Humor-oriented utterances, however, represented only 10 to 20 percent of prelaugh statements. Importantly, Provine found that laughter followed all sorts of utterances. Over 80 percent of the laughs did not occur in response to humor. Consider some of the following utterances that produced laughter.

 

 

I see your point.

 

 

I hope we all do well.

 

 

We can handle this.

 

 

I told you so!

 

 

Are you sure?

 

 

Why are you telling me this?

 

 

What is that supposed to mean?!

 

 

Not exactly knee-slapping fare ready for The Daily Show, Saturday Night Live, Robin Williams, the class clown, or the town wit. If these elicitors of laughter were just exceptions to the rule, we could readily discount them. But conversational events unrelated to humor were the rule and not the exception, and beg for more precise theorizing about laughter.

THE COOPERATION SWITCH

 

What, then, is the conceptual unifier of the cackles, guffaws, hisses, chortles, snorts, and melodious songs that we hear every day, or at least on the days that are more pleasing to the soul? We have seen that the time-honored thesis—humor—does not suffice. It fails to explain many, even the vast majority, of laughs that occur in our daily living. For Bachorowski and her colleague Michael Owren, the answer is cooperation. In an insightful analysis, Bachorowski and Owren argue that laughter builds cooperative bonds vital to group living. It does so through two mechanisms.

The first is contagion: We routinely laugh, and experience exhilaration and levity, at the sound of another’s laugh. The contagious power of laughter motivated the introduction of laugh tracks on TV, a history that Provine details in Laughter. Recent neuroscience evidence suggests that when we hear others laugh, mirror neurons represent that expressive behavior and quickly activate action tendencies and experiences that simulate the original laugh in the listener’s brain. Specifically, laughter triggers activation in a region of the motor cortex in the listener, the supplementary motor area (SMA). Bundles of neurons leaving the SMA go to the insula and the amygdala, thus triggering the experience of mirth and amusement in the perceiver of the laugh. When we hear others laugh, this system of mirror neurons acts as if the listener is laughing.

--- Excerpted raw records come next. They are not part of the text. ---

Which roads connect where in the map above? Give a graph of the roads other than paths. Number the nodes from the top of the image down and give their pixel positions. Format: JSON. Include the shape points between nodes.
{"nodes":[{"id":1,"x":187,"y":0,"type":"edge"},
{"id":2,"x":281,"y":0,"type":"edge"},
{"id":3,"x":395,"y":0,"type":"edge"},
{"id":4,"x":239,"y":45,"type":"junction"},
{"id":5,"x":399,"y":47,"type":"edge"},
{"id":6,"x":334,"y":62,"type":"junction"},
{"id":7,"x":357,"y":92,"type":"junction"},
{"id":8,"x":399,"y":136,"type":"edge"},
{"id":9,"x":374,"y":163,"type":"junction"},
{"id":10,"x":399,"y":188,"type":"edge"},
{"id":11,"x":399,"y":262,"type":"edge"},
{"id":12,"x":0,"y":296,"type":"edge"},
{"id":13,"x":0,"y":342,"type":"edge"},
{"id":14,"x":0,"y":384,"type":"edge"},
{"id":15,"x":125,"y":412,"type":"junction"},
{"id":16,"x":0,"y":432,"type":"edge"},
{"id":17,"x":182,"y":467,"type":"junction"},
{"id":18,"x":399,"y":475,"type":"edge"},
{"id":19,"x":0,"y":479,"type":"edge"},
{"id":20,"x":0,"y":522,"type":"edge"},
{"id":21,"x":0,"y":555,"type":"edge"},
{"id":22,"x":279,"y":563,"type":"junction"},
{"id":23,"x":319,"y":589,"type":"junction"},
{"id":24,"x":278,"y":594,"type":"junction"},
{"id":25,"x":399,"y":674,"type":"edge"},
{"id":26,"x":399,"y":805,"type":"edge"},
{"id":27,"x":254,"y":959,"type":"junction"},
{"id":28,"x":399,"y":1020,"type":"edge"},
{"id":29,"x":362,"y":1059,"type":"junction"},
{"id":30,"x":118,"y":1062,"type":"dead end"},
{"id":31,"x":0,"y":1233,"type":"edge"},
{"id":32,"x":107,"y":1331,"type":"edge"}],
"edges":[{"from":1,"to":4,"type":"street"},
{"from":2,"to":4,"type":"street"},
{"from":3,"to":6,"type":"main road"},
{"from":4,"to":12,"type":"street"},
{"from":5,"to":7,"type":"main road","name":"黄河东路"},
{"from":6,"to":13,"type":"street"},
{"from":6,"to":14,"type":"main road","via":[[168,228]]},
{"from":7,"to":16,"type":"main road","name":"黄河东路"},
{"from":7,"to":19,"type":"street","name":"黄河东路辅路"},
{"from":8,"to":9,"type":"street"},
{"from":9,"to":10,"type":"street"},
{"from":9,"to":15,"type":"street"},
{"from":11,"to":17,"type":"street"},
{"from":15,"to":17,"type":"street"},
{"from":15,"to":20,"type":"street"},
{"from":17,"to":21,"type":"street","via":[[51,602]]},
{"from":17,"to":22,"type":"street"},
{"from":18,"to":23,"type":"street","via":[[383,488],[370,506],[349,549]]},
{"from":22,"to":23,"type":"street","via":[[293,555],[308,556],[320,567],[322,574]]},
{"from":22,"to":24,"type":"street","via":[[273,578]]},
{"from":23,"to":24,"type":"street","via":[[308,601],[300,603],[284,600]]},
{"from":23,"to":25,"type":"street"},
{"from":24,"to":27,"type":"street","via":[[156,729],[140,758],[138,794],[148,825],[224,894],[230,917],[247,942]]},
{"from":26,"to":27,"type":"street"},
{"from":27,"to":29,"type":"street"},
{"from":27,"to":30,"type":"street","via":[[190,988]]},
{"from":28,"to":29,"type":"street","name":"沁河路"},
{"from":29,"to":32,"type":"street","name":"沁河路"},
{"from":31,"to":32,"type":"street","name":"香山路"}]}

Laughter builds cooperative bonds through a second mechanism, Bachorowski and Owren propose: Laughter rewards mutually beneficial exchanges—successful collaborations at work, in the kitchen, in child rearing, with friends. Laughter signals appreciation and shared understanding. Laughter evokes pleasure. Given that each individual has a signature laugh, produced by the particulars of the vocal apparatus, laughs become unique rewards of cooperative exchange, building trust between individuals.